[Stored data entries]
———
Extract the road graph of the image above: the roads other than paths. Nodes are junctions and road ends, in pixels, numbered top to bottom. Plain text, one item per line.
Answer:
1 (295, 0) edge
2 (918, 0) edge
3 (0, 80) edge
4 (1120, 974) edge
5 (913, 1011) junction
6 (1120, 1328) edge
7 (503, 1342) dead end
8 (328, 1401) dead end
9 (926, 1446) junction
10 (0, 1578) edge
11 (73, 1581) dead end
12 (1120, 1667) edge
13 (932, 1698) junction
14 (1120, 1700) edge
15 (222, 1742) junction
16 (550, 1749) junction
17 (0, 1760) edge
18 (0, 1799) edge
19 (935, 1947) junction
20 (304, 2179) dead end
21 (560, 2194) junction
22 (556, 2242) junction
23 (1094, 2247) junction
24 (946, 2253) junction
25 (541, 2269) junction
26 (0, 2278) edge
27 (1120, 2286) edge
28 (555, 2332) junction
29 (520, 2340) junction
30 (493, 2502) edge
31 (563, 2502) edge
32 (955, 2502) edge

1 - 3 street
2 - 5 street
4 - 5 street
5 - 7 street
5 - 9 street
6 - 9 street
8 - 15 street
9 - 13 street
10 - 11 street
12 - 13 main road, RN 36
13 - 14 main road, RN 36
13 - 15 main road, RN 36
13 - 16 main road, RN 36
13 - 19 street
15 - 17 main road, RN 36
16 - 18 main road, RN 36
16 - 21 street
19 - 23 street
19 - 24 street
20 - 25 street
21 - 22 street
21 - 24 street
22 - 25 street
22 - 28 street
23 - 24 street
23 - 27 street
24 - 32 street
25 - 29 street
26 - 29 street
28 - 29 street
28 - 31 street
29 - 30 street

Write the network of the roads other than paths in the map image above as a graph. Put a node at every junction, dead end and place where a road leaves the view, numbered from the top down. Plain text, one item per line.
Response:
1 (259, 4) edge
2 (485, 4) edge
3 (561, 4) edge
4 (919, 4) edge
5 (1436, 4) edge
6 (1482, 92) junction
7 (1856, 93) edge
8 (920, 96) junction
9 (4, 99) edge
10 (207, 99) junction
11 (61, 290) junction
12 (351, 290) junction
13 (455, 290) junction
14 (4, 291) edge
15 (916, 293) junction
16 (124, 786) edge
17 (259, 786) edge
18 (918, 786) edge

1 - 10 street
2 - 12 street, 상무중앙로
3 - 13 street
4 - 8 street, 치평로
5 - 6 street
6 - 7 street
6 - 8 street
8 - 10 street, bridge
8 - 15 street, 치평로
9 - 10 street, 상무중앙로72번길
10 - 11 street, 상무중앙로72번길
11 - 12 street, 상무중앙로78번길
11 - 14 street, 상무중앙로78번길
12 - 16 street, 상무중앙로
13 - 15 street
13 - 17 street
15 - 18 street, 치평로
———
[WORK INSTRUCTIONS]
Produce a verbatim copy of each record above.

[RESPONSE]
Extract the road graph of the image above: the roads other than paths. Nodes are junctions and road ends, in pixels, numbered top to bottom. Plain text, one item per line.
Answer:
1 (295, 0) edge
2 (918, 0) edge
3 (0, 80) edge
4 (1120, 974) edge
5 (913, 1011) junction
6 (1120, 1328) edge
7 (503, 1342) dead end
8 (328, 1401) dead end
9 (926, 1446) junction
10 (0, 1578) edge
11 (73, 1581) dead end
12 (1120, 1667) edge
13 (932, 1698) junction
14 (1120, 1700) edge
15 (222, 1742) junction
16 (550, 1749) junction
17 (0, 1760) edge
18 (0, 1799) edge
19 (935, 1947) junction
20 (304, 2179) dead end
21 (560, 2194) junction
22 (556, 2242) junction
23 (1094, 2247) junction
24 (946, 2253) junction
25 (541, 2269) junction
26 (0, 2278) edge
27 (1120, 2286) edge
28 (555, 2332) junction
29 (520, 2340) junction
30 (493, 2502) edge
31 (563, 2502) edge
32 (955, 2502) edge

1 - 3 street
2 - 5 street
4 - 5 street
5 - 7 street
5 - 9 street
6 - 9 street
8 - 15 street
9 - 13 street
10 - 11 street
12 - 13 main road, RN 36
13 - 14 main road, RN 36
13 - 15 main road, RN 36
13 - 16 main road, RN 36
13 - 19 street
15 - 17 main road, RN 36
16 - 18 main road, RN 36
16 - 21 street
19 - 23 street
19 - 24 street
20 - 25 street
21 - 22 street
21 - 24 street
22 - 25 street
22 - 28 street
23 - 24 street
23 - 27 street
24 - 32 street
25 - 29 street
26 - 29 street
28 - 29 street
28 - 31 street
29 - 30 street

Write the network of the roads other than paths in the map image above as a graph. Put a node at every junction, dead end and place where a road leaves the view, numbered from the top down. Plain text, one item per line.
Response:
1 (259, 4) edge
2 (485, 4) edge
3 (561, 4) edge
4 (919, 4) edge
5 (1436, 4) edge
6 (1482, 92) junction
7 (1856, 93) edge
8 (920, 96) junction
9 (4, 99) edge
10 (207, 99) junction
11 (61, 290) junction
12 (351, 290) junction
13 (455, 290) junction
14 (4, 291) edge
15 (916, 293) junction
16 (124, 786) edge
17 (259, 786) edge
18 (918, 786) edge

1 - 10 street
2 - 12 street, 상무중앙로
3 - 13 street
4 - 8 street, 치평로
5 - 6 street
6 - 7 street
6 - 8 street
8 - 10 street, bridge
8 - 15 street, 치평로
9 - 10 street, 상무중앙로72번길
10 - 11 street, 상무중앙로72번길
11 - 12 street, 상무중앙로78번길
11 - 14 street, 상무중앙로78번길
12 - 16 street, 상무중앙로
13 - 15 street
13 - 17 street
15 - 18 street, 치평로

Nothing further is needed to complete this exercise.